Task prompt. Find the word "dead" in the data. Return every line where it appears.

Records for this exercise.
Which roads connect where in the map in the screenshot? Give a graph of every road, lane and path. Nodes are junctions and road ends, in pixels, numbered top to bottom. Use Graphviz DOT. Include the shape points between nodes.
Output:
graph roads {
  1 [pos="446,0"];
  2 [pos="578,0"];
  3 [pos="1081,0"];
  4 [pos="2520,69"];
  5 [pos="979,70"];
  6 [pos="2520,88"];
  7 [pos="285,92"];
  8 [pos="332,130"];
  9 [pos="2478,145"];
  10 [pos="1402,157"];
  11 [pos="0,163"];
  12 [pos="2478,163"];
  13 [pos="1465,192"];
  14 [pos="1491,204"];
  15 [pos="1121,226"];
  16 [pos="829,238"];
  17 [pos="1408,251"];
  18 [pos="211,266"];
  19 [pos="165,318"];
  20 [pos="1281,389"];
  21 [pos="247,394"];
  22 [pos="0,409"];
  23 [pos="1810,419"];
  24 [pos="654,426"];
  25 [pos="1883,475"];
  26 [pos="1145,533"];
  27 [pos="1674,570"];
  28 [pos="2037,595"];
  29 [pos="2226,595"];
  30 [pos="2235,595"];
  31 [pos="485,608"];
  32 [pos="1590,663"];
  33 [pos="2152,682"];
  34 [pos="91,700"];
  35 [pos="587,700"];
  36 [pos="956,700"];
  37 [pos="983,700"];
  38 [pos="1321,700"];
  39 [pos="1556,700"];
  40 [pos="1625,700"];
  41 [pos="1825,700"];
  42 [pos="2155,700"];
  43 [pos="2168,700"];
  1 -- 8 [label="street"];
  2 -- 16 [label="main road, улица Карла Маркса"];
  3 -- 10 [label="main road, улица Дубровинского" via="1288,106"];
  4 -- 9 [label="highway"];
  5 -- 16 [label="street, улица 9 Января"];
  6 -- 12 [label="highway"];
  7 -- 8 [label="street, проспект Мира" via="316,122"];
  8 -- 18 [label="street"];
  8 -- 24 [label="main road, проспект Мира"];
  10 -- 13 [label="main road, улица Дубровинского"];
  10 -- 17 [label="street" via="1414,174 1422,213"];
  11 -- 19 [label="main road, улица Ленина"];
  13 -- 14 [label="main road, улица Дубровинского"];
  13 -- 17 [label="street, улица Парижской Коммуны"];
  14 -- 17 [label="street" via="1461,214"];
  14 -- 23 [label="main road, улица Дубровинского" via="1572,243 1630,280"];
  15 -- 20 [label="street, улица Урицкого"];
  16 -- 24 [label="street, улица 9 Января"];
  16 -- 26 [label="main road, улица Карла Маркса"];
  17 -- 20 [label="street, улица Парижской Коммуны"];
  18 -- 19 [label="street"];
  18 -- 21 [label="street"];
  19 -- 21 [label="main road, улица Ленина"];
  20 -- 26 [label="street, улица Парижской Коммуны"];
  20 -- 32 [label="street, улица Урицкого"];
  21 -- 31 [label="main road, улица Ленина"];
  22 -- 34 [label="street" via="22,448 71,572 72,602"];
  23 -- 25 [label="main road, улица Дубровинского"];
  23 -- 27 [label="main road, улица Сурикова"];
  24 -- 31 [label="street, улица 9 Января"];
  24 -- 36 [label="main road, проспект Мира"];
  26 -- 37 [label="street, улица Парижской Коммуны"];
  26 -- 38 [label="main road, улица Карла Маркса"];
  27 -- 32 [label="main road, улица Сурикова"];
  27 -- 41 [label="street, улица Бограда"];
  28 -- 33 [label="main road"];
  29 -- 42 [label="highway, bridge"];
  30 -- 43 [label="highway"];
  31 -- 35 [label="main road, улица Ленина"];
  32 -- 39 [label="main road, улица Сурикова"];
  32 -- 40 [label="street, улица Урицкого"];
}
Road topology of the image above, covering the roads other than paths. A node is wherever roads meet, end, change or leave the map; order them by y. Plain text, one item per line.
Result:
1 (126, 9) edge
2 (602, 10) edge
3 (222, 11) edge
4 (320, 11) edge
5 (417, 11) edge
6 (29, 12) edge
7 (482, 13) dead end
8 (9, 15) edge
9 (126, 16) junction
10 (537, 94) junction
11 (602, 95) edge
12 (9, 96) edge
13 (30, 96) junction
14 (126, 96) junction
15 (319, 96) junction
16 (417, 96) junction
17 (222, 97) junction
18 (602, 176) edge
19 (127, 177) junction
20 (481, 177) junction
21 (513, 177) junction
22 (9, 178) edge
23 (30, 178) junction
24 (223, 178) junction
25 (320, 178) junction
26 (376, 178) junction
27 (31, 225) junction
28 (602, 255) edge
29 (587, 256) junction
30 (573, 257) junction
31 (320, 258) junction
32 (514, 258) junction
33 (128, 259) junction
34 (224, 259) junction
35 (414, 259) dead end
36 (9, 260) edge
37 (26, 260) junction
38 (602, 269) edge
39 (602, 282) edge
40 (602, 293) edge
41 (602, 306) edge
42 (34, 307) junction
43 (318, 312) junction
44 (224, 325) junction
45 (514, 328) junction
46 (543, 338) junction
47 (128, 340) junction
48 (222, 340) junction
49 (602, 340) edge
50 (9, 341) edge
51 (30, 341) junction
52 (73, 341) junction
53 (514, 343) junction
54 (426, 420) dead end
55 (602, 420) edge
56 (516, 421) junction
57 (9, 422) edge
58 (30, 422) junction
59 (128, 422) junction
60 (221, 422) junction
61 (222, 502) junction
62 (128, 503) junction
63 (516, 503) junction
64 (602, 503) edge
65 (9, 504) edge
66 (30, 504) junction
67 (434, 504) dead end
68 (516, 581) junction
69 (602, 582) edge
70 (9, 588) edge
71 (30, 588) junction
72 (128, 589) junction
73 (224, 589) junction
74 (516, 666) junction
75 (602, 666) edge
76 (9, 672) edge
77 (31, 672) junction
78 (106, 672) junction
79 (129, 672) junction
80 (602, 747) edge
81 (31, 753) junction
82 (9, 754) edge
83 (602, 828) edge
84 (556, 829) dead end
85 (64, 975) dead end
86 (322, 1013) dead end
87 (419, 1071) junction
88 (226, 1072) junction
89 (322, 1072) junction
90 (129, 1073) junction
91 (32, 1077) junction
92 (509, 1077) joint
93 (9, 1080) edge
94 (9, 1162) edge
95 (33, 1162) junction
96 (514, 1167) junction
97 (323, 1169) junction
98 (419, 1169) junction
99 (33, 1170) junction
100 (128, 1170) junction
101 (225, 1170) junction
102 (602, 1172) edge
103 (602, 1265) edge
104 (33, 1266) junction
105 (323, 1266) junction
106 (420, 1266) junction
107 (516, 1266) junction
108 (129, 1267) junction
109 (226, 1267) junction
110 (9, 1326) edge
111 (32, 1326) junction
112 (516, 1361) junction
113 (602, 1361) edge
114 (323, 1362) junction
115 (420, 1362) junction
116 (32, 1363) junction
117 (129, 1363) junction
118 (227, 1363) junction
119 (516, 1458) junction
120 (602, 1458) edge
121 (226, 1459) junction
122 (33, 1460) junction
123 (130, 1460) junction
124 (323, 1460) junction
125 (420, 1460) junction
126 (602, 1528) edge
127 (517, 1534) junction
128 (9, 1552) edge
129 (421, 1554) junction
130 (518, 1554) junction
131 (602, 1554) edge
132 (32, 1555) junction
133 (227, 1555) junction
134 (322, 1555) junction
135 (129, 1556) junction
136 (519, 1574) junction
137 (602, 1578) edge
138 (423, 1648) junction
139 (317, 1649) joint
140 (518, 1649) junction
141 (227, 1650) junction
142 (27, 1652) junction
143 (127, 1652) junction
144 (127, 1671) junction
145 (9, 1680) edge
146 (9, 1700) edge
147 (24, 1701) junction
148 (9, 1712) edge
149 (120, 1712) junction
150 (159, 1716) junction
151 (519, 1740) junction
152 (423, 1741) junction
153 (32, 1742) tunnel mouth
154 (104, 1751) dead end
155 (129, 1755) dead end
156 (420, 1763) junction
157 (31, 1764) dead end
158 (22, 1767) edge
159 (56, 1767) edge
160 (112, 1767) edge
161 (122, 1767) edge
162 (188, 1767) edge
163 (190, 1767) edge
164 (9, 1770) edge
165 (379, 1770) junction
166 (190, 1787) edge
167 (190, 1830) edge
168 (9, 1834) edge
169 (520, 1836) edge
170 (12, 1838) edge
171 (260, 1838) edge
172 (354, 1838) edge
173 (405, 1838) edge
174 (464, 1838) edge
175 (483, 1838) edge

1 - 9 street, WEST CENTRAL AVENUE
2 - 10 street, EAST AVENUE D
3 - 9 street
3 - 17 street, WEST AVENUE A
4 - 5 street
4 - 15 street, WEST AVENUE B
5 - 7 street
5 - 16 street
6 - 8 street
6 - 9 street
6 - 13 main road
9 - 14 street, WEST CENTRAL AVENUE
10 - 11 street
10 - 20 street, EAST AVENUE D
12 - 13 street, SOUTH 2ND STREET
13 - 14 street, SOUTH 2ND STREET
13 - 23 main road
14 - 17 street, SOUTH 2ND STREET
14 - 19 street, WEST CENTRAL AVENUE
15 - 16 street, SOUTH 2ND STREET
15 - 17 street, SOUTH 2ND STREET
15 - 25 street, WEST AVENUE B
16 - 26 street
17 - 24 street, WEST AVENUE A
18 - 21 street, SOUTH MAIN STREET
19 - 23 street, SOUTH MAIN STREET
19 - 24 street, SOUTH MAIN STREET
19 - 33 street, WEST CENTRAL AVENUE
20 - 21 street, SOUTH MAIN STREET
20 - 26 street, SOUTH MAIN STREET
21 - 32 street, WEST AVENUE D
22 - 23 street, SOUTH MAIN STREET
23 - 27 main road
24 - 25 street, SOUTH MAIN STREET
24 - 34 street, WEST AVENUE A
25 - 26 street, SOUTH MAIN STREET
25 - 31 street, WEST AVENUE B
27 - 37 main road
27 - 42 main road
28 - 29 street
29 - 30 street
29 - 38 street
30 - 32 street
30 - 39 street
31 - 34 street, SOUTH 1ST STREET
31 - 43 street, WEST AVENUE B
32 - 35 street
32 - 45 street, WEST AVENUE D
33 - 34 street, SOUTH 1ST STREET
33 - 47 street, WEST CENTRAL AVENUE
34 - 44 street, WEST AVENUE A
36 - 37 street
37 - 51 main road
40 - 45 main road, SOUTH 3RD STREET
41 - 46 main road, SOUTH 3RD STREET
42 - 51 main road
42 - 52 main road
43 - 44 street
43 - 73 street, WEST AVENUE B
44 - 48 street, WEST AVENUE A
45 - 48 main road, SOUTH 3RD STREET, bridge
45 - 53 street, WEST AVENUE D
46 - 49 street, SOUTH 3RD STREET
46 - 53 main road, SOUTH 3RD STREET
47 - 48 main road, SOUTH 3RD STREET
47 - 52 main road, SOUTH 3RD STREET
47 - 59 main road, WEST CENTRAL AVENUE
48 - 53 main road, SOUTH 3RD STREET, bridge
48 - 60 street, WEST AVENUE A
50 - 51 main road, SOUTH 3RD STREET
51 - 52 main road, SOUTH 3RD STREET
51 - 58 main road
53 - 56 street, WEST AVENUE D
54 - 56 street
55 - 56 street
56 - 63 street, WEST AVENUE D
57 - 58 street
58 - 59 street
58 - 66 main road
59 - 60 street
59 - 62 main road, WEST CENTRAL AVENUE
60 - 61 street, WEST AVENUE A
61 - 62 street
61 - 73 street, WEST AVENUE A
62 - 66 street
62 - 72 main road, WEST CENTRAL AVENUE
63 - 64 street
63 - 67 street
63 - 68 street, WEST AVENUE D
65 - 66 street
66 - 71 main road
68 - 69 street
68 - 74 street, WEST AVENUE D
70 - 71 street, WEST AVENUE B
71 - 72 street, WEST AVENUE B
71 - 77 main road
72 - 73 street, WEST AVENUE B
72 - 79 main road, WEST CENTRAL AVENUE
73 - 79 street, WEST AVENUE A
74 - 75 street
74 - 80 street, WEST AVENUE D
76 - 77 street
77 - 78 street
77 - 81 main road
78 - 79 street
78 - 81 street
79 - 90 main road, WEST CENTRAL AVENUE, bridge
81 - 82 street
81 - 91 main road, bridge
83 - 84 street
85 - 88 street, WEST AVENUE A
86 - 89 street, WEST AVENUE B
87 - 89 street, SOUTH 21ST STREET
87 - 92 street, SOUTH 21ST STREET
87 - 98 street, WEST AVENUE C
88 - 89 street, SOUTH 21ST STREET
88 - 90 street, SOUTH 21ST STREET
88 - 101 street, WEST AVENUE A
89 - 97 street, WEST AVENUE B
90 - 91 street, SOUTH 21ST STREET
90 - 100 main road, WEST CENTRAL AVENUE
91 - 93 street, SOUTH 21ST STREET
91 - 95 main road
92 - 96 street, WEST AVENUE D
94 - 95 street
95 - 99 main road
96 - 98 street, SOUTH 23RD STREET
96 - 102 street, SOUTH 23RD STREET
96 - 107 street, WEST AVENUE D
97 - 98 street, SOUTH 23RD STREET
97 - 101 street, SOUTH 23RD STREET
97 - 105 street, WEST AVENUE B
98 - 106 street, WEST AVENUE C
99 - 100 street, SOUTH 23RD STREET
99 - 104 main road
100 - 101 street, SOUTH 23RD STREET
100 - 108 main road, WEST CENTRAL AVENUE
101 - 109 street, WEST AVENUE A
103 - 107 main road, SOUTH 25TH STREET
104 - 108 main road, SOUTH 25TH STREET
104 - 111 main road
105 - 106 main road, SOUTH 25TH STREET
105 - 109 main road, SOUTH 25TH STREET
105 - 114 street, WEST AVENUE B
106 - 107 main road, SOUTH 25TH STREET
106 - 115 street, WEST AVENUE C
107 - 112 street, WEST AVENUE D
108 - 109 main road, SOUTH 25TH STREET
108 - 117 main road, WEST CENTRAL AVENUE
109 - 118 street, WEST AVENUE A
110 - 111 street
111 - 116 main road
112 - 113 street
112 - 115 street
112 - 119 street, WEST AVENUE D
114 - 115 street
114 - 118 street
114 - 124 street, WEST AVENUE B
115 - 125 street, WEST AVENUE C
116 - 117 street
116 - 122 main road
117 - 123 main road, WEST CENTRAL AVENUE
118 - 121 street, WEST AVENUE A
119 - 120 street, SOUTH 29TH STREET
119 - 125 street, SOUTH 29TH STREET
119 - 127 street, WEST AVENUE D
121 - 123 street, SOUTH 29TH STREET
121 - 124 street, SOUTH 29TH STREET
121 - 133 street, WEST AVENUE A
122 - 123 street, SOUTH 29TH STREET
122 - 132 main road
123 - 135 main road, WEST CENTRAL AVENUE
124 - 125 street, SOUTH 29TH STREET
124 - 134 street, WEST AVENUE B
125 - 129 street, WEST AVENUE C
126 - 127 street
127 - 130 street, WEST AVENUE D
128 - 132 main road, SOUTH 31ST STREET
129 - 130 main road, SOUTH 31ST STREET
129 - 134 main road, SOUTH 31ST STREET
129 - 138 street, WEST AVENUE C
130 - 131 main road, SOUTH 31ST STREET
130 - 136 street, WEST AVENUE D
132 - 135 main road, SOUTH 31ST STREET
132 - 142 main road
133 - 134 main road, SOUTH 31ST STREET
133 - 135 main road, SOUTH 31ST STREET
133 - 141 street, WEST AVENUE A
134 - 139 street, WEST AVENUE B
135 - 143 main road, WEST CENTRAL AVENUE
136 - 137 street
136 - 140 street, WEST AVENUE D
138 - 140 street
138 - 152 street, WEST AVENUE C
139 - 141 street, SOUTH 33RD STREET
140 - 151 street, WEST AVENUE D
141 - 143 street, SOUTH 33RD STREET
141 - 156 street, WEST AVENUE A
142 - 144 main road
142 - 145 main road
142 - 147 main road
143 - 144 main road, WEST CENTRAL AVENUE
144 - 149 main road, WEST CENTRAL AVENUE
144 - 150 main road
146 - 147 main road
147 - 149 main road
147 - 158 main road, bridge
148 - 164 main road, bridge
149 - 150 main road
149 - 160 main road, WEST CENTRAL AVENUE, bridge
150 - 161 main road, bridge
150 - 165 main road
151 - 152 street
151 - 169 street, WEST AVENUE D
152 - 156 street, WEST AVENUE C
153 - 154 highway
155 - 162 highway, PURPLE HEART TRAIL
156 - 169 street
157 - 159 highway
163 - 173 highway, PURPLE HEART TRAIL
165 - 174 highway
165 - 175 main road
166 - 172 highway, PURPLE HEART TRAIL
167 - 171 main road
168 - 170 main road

Response box.
7 (482, 13) dead end
35 (414, 259) dead end
54 (426, 420) dead end
67 (434, 504) dead end
84 (556, 829) dead end
85 (64, 975) dead end
86 (322, 1013) dead end
154 (104, 1751) dead end
155 (129, 1755) dead end
157 (31, 1764) dead end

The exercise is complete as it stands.